## AIM OF THE EXERCISE:
Reproduce, unaltered, the line with "Digitize the connectivity" along with every line that follows it in the records, up to the last.

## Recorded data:
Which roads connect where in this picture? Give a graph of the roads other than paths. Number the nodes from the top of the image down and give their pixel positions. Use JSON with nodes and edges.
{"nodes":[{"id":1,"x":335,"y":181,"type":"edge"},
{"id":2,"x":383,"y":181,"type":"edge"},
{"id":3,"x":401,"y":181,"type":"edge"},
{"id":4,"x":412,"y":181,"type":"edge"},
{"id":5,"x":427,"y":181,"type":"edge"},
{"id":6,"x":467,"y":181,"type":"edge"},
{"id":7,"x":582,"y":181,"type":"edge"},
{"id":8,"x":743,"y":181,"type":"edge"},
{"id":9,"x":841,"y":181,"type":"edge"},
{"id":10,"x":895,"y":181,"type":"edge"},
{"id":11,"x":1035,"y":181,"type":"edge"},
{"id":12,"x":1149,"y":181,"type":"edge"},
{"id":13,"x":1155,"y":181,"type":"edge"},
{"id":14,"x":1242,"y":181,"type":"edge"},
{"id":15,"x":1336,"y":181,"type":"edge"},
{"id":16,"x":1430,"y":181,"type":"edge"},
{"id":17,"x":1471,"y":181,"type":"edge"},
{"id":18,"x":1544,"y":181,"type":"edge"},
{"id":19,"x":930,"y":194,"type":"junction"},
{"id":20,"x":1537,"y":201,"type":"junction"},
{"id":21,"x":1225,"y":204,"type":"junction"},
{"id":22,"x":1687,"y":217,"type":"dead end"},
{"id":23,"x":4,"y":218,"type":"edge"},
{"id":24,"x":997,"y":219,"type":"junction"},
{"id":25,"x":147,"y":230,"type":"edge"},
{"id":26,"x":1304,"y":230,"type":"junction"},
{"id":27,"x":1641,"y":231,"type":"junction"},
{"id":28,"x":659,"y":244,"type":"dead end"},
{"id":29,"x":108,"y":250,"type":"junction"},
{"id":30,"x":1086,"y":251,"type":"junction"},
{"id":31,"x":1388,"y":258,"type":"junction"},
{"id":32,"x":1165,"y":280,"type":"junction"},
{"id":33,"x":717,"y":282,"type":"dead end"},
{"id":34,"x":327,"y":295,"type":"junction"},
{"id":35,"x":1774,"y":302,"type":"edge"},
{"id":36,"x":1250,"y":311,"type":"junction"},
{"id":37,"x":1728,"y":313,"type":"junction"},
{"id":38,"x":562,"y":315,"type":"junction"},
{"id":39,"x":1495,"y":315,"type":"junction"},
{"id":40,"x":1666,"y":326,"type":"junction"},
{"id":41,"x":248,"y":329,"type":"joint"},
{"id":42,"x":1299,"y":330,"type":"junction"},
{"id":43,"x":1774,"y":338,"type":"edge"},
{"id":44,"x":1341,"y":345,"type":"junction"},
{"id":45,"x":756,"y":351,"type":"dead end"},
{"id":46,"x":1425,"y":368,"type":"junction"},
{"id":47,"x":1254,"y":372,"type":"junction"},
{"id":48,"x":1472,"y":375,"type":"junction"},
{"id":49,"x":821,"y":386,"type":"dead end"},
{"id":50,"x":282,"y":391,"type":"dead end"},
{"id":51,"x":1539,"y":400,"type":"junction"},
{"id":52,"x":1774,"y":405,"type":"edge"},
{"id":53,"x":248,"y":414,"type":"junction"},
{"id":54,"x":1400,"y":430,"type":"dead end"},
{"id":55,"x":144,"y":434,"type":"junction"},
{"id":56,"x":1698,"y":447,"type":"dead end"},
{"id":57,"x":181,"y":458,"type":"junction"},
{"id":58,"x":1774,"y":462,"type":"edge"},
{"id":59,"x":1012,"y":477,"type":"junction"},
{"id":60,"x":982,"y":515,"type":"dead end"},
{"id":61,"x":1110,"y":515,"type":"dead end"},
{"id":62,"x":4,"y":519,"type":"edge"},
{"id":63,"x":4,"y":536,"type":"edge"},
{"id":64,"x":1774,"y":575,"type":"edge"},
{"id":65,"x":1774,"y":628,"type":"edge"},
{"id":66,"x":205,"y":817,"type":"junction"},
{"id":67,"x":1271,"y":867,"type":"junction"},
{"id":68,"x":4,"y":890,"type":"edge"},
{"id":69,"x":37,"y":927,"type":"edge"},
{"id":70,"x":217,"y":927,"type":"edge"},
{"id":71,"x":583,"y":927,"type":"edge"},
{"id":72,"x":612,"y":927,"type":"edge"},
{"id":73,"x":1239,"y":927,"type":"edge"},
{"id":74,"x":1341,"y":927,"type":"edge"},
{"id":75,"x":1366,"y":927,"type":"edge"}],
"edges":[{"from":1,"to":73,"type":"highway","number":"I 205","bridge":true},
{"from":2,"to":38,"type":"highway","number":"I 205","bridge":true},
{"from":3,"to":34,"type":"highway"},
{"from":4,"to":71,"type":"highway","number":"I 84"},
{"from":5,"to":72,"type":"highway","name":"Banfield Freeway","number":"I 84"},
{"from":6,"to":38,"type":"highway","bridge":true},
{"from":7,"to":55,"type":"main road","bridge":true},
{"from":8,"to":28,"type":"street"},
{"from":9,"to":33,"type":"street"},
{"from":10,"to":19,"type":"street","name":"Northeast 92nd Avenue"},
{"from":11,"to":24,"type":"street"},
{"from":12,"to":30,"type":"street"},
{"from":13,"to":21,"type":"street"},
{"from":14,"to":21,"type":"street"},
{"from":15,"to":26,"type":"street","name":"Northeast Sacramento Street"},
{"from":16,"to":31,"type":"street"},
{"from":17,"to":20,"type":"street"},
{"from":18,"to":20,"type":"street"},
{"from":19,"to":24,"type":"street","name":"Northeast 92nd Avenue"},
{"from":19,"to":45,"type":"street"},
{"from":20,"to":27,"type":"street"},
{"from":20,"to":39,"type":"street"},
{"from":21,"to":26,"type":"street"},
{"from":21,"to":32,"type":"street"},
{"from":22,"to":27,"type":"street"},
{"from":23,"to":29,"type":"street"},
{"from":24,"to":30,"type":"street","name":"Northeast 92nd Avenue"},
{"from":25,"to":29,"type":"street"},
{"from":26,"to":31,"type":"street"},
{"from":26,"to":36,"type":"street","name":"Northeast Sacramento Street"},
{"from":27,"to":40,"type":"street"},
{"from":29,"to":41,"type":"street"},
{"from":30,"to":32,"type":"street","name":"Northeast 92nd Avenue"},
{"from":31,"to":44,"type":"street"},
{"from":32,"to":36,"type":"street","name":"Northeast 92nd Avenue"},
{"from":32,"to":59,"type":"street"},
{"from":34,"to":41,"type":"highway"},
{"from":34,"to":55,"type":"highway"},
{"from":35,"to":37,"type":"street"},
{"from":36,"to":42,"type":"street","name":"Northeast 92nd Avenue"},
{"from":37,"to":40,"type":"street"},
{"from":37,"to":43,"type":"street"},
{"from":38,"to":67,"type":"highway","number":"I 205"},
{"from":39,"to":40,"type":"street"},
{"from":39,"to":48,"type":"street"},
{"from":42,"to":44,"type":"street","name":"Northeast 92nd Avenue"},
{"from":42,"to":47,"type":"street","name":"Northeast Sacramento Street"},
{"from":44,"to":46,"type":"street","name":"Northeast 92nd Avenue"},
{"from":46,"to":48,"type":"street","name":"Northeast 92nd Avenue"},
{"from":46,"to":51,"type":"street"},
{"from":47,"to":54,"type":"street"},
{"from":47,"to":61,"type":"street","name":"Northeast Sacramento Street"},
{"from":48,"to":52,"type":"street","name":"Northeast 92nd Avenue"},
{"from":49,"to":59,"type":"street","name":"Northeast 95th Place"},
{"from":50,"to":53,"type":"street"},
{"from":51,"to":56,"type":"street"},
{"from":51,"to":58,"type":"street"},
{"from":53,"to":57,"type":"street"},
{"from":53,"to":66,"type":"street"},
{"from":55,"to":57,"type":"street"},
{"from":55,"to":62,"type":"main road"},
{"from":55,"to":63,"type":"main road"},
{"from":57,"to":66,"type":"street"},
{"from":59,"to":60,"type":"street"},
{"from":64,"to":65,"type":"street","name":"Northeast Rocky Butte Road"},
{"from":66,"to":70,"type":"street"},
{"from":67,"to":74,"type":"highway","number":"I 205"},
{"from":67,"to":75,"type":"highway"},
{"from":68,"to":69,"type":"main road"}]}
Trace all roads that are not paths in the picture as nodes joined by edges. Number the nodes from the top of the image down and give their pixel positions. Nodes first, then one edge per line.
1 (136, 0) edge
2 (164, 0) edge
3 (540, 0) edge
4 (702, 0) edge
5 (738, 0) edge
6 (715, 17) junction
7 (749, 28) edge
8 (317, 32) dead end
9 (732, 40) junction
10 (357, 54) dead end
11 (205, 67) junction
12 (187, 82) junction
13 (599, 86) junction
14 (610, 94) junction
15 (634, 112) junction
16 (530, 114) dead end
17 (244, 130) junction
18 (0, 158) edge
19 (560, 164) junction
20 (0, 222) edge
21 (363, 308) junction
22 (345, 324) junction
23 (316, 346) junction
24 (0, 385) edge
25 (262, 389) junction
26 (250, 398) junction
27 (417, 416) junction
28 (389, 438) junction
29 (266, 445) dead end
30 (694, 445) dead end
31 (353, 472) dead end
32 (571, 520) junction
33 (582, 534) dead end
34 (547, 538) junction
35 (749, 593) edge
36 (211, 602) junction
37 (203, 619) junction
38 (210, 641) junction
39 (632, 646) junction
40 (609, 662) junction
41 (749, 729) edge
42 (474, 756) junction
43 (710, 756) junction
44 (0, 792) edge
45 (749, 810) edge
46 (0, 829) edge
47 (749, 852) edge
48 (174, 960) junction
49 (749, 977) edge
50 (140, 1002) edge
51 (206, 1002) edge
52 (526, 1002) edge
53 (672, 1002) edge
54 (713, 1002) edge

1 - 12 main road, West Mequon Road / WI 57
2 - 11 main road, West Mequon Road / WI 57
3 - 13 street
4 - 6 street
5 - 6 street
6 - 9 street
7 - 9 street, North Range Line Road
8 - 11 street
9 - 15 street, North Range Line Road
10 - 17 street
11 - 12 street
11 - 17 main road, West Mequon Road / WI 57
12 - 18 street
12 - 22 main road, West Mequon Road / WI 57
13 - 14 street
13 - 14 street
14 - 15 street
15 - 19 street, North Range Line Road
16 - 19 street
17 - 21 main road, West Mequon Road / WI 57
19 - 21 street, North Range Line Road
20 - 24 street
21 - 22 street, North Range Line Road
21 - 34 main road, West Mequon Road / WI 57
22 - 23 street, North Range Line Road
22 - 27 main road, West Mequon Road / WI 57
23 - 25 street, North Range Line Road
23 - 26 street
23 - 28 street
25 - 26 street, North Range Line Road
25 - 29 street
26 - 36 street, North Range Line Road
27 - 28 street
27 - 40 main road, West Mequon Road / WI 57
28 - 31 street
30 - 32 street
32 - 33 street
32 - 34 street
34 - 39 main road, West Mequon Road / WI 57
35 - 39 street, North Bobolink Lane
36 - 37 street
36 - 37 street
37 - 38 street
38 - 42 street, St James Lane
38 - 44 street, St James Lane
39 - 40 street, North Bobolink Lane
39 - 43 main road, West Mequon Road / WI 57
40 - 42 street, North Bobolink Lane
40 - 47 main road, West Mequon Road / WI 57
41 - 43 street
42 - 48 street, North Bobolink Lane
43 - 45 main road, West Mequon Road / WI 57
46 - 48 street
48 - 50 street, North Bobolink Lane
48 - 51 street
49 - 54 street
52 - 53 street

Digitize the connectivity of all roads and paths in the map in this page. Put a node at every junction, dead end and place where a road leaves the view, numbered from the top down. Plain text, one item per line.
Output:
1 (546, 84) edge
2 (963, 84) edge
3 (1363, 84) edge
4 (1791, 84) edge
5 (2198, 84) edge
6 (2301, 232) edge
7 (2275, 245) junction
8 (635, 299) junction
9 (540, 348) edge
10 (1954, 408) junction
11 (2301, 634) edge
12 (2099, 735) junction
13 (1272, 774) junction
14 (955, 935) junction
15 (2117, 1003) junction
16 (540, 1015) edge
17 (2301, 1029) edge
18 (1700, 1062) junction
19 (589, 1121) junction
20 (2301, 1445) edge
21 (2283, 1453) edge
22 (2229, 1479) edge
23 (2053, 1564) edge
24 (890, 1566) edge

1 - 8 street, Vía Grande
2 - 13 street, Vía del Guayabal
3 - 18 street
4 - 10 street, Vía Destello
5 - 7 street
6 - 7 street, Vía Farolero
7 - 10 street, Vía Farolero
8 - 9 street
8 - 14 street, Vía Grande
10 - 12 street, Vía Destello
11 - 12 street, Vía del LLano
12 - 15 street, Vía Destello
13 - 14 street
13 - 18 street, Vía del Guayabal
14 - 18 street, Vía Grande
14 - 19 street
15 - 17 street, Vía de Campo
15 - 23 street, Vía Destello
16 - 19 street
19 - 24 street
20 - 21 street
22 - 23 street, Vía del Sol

## ANSWER TO THIS PROBLEM:
Digitize the connectivity of all roads and paths in the map in this page. Put a node at every junction, dead end and place where a road leaves the view, numbered from the top down. Plain text, one item per line.
Output:
1 (546, 84) edge
2 (963, 84) edge
3 (1363, 84) edge
4 (1791, 84) edge
5 (2198, 84) edge
6 (2301, 232) edge
7 (2275, 245) junction
8 (635, 299) junction
9 (540, 348) edge
10 (1954, 408) junction
11 (2301, 634) edge
12 (2099, 735) junction
13 (1272, 774) junction
14 (955, 935) junction
15 (2117, 1003) junction
16 (540, 1015) edge
17 (2301, 1029) edge
18 (1700, 1062) junction
19 (589, 1121) junction
20 (2301, 1445) edge
21 (2283, 1453) edge
22 (2229, 1479) edge
23 (2053, 1564) edge
24 (890, 1566) edge

1 - 8 street, Vía Grande
2 - 13 street, Vía del Guayabal
3 - 18 street
4 - 10 street, Vía Destello
5 - 7 street
6 - 7 street, Vía Farolero
7 - 10 street, Vía Farolero
8 - 9 street
8 - 14 street, Vía Grande
10 - 12 street, Vía Destello
11 - 12 street, Vía del LLano
12 - 15 street, Vía Destello
13 - 14 street
13 - 18 street, Vía del Guayabal
14 - 18 street, Vía Grande
14 - 19 street
15 - 17 street, Vía de Campo
15 - 23 street, Vía Destello
16 - 19 street
19 - 24 street
20 - 21 street
22 - 23 street, Vía del Sol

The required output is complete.